Written by John Colquhoun
Taken from A Treatise on Spiritual Comfort
Edited for thought and sense
“Even though I walk through the valley of the shadow of death,
I will fear no evil, for you are with me; your rod and your staff,
they comfort me.”
It is trouble, that renders spiritual consolation necessary, as well as desirable.
If the believer were not feeble, and incapable of being supported by a created arm, the office of a Divine Comforter would be unnecessary. If he had not a painful, as well as a spiritual, sense of his want of heavenly consolations, earthly comforts would be more acceptable to him than they: and if his heart were not prepared for them, by being humbled, as well as afflicted, they would no more refresh it, than a shower of rain would refresh a rock. Accordingly, Christ seldom communicates sensible comfort to the saints, but when they are either in inward or outward trouble.
It is by their being troubled, that they become disconsolate, and so become fit for being consoled: and it is their sharpest afflictions, that often serve to prepare them for the sweetest consolation. He, therefore, brings them usually into the wilderness, before he speaks comfortably to them. It may be proper here to remark that, as Divine comfort is the opposite of trouble, so it must be more powerful and effectual, than either outward or inward trouble; for there is no prevailing, but by that which is the stronger: it must be more forcible to raise up the dejected soul, than the grievance is, to cast it down; otherwise it cannot at the time, be comfort to it.
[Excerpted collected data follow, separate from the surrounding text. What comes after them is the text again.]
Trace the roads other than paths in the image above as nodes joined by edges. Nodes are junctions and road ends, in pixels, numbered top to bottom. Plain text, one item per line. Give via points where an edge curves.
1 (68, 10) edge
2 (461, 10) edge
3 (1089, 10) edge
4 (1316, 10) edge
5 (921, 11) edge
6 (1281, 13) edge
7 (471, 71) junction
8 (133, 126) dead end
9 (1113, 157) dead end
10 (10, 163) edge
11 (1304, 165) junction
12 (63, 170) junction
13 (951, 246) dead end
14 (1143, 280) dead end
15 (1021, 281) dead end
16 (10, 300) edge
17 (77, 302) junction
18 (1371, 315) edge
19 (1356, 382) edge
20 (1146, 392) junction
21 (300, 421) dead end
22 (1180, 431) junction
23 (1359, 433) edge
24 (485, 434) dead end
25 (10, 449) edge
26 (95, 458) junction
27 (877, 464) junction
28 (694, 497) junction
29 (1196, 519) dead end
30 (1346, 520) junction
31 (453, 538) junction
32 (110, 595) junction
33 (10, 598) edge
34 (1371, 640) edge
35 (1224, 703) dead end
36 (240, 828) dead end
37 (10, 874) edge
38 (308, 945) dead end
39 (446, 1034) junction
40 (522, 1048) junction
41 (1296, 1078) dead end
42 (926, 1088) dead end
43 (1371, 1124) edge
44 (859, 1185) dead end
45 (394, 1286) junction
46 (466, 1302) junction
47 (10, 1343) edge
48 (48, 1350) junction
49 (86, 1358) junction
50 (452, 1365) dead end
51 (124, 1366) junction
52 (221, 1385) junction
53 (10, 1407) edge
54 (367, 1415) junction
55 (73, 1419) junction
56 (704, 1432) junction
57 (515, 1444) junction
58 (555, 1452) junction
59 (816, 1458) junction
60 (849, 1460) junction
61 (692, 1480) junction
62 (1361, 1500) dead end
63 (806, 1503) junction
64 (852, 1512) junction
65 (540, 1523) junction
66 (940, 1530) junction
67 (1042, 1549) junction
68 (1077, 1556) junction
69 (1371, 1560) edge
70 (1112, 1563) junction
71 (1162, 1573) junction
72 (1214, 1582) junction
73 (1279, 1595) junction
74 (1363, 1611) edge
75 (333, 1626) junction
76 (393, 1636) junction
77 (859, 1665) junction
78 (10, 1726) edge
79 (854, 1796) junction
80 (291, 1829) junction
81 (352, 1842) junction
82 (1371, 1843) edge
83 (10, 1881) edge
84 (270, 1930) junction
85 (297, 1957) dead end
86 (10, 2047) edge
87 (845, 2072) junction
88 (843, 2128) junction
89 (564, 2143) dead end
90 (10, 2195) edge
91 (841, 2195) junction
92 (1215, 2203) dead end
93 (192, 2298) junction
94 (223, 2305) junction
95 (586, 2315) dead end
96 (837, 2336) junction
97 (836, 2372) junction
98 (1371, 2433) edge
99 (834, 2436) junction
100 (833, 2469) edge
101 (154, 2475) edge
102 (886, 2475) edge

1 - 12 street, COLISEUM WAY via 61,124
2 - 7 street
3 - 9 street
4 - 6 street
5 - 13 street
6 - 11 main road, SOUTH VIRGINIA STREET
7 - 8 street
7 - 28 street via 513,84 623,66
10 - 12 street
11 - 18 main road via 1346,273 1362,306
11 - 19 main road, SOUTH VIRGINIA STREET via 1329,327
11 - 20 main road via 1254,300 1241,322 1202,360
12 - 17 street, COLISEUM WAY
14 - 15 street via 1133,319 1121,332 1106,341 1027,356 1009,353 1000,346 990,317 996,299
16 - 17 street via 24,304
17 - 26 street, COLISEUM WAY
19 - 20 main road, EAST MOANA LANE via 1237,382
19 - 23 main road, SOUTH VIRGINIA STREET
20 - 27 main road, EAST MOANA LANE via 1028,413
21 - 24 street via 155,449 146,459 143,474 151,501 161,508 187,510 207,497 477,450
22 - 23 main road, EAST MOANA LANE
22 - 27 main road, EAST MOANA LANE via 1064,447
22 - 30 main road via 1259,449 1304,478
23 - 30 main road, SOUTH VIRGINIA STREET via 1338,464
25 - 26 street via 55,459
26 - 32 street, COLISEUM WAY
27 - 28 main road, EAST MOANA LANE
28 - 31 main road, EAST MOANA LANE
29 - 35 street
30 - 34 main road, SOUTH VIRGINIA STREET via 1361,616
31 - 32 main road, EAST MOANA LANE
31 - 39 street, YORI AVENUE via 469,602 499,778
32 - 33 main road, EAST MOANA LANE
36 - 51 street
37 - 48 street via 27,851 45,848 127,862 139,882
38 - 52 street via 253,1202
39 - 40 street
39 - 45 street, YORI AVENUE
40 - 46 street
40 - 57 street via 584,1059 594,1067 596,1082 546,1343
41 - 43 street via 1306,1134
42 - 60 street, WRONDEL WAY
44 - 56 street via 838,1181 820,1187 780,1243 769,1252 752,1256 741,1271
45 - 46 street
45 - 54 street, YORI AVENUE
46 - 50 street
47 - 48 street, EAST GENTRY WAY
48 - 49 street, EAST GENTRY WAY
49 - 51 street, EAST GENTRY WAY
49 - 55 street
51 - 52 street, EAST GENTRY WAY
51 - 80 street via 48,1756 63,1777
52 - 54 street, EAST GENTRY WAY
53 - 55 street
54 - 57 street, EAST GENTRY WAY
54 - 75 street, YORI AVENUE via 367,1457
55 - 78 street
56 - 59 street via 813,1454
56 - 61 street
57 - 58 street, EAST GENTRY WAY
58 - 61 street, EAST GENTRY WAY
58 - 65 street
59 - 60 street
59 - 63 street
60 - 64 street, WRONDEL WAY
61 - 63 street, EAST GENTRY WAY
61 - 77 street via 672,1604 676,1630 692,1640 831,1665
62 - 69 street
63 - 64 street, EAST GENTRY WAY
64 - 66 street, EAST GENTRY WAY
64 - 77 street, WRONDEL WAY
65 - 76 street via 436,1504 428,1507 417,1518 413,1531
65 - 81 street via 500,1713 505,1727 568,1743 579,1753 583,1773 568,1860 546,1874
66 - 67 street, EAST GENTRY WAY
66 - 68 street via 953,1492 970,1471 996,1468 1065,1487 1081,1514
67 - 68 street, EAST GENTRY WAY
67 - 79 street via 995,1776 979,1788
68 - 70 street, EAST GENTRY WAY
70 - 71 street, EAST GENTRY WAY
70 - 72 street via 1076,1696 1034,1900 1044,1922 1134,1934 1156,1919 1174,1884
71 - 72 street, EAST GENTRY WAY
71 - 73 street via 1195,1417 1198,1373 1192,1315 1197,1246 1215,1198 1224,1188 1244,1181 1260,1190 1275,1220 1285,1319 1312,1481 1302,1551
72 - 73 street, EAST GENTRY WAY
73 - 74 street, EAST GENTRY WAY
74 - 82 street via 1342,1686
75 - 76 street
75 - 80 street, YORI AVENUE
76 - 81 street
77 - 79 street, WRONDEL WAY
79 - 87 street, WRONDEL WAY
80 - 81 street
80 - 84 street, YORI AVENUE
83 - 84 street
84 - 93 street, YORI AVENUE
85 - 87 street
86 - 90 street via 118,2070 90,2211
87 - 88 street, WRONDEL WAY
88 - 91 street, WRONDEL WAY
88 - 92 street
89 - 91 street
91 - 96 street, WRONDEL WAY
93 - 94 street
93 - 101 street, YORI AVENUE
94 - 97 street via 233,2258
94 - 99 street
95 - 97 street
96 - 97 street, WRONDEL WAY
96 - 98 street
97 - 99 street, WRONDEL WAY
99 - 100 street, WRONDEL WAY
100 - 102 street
Met the author and part of your Christian heritage: John Colquhoun D.D. (1748–1827), theological writer, born at Luss in Dumbartonshire in January 1748, was originally a shepherd and weaver, but, having acquired the rudiments of knowledge at a village school, studied at Glasgow for the Scottish ministry, and was licensed in August 1780 and received a charge in South Leith in March 1781. He died on 27 Nov. 1827 at South Leith. He published ‘A Treatise on Spiritual Comfort,’ 1813; also ‘The Covenant of Grace,’ 1818.
Shortly after his conversion he walked all the way from Luss to Glasgow, a distance in all of about fifty miles, to buy a copy of Thomas Boston’s Fourfold State. This book had a moulding influence on his early Christian life. He came to esteem it next to his Bible. The influence of Boston’s teaching was later to permeate his ministry and writings.